• [Your objective] Find the lines in the records that carry the word "bloc". Copy each one.

• [Data for this exercise]
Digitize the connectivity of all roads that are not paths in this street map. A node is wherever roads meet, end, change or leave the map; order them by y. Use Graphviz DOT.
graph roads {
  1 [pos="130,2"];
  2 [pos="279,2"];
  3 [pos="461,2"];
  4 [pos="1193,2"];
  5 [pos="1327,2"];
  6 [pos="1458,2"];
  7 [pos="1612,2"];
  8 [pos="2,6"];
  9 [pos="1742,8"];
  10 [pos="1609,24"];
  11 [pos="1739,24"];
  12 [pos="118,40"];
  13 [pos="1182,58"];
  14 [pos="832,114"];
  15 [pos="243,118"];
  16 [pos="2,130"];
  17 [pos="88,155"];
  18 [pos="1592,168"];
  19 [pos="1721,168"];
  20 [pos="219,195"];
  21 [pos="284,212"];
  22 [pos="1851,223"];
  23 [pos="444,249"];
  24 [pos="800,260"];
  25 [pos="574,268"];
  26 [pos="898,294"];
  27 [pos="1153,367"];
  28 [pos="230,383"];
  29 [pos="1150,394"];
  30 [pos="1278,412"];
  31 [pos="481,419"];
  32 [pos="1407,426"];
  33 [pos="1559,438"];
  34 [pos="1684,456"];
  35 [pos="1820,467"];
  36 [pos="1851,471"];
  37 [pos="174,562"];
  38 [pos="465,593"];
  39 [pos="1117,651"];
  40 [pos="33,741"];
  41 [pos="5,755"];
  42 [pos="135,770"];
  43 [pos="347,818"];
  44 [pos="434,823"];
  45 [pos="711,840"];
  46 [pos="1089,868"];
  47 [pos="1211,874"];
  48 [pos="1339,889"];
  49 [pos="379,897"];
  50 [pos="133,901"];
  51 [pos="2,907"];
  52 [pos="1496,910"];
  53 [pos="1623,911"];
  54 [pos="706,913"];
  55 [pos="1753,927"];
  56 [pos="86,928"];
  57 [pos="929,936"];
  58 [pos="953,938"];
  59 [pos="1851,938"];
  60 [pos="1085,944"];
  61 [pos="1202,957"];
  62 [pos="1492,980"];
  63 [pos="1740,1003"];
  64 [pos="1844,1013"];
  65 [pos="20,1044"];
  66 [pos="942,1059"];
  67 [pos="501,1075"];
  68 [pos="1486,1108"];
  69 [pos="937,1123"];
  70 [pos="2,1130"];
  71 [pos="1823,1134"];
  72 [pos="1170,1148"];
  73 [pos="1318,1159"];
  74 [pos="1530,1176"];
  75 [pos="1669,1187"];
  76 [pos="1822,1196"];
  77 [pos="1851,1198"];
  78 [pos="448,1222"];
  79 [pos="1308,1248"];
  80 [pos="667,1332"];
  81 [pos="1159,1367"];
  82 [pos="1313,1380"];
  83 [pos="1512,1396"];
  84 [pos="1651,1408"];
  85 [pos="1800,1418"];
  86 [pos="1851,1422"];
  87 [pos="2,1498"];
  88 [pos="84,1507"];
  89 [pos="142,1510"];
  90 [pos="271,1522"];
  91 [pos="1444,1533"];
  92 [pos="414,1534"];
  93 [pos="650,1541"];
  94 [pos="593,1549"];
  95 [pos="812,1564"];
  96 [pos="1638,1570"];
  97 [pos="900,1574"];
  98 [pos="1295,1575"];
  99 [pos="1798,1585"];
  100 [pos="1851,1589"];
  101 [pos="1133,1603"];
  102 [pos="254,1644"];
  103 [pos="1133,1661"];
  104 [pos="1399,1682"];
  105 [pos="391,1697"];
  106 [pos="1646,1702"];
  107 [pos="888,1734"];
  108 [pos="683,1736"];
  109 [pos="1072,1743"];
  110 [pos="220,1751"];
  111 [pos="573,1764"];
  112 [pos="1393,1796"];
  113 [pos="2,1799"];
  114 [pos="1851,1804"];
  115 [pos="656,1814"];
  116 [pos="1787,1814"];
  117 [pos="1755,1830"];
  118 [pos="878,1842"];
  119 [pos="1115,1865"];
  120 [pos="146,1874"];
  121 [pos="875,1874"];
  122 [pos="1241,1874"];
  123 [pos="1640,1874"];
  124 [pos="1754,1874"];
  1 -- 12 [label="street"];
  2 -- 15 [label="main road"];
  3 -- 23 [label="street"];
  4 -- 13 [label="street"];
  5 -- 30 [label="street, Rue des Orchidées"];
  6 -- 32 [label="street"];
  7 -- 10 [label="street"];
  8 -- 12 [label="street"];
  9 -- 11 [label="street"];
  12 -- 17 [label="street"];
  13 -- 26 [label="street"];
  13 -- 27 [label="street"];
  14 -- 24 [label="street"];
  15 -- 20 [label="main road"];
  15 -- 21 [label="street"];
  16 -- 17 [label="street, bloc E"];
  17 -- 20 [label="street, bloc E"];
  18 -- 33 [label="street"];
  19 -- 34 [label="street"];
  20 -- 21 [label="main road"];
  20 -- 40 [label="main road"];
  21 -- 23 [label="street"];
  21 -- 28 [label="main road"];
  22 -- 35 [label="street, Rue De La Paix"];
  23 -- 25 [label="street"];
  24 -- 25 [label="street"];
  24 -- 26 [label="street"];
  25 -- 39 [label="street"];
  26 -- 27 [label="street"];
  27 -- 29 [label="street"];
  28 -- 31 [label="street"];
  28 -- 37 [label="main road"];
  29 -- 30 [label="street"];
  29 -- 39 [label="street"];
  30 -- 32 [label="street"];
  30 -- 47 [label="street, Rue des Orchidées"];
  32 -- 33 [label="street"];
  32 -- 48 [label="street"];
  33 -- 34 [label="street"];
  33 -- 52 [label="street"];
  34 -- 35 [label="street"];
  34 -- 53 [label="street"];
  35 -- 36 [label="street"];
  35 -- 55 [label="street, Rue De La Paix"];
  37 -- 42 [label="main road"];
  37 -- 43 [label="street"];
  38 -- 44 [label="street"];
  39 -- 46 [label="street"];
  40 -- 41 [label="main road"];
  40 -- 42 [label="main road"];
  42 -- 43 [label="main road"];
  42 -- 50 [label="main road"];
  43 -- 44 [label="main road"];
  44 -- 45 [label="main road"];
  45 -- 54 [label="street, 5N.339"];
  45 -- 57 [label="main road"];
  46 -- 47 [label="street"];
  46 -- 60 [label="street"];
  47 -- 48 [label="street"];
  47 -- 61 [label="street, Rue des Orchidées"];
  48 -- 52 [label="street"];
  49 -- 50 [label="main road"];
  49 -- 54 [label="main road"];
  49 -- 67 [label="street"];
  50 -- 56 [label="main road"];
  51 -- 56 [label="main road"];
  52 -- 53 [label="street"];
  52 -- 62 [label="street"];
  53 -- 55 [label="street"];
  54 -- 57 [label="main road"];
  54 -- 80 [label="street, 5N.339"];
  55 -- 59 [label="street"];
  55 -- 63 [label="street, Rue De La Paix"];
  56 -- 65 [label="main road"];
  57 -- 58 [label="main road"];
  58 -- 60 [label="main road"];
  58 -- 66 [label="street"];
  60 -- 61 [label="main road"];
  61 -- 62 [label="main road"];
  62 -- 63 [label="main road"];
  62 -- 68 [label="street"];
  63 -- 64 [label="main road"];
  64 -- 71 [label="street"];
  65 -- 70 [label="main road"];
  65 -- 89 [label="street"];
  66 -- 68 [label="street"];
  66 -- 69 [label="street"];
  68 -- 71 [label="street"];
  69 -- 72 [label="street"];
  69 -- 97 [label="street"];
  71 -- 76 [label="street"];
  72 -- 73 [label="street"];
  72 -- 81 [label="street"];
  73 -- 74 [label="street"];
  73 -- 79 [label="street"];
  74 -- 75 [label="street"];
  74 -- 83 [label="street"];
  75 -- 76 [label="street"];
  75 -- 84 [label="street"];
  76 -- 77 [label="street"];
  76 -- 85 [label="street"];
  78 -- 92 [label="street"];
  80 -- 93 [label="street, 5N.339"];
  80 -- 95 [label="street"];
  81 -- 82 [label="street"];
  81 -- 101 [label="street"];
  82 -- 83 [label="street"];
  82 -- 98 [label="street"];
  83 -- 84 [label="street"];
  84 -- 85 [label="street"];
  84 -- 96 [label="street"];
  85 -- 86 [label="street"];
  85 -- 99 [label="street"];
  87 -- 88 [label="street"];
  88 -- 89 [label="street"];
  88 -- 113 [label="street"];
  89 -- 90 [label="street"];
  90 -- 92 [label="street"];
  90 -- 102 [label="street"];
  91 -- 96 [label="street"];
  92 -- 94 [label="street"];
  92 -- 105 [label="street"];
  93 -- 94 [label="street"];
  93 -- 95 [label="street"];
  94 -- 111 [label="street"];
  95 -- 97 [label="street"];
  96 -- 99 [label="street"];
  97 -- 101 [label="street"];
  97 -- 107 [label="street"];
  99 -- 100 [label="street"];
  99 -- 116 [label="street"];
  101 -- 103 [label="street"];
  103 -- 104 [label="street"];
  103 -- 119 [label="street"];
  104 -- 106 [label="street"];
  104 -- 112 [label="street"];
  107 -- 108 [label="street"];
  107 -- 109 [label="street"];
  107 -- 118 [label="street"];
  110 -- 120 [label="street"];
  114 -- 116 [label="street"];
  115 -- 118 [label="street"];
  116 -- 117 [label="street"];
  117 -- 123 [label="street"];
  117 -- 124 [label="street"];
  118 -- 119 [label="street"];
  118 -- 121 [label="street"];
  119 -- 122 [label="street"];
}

• [Written solution]
  16 -- 17 [label="street, bloc E"];
  17 -- 20 [label="street, bloc E"];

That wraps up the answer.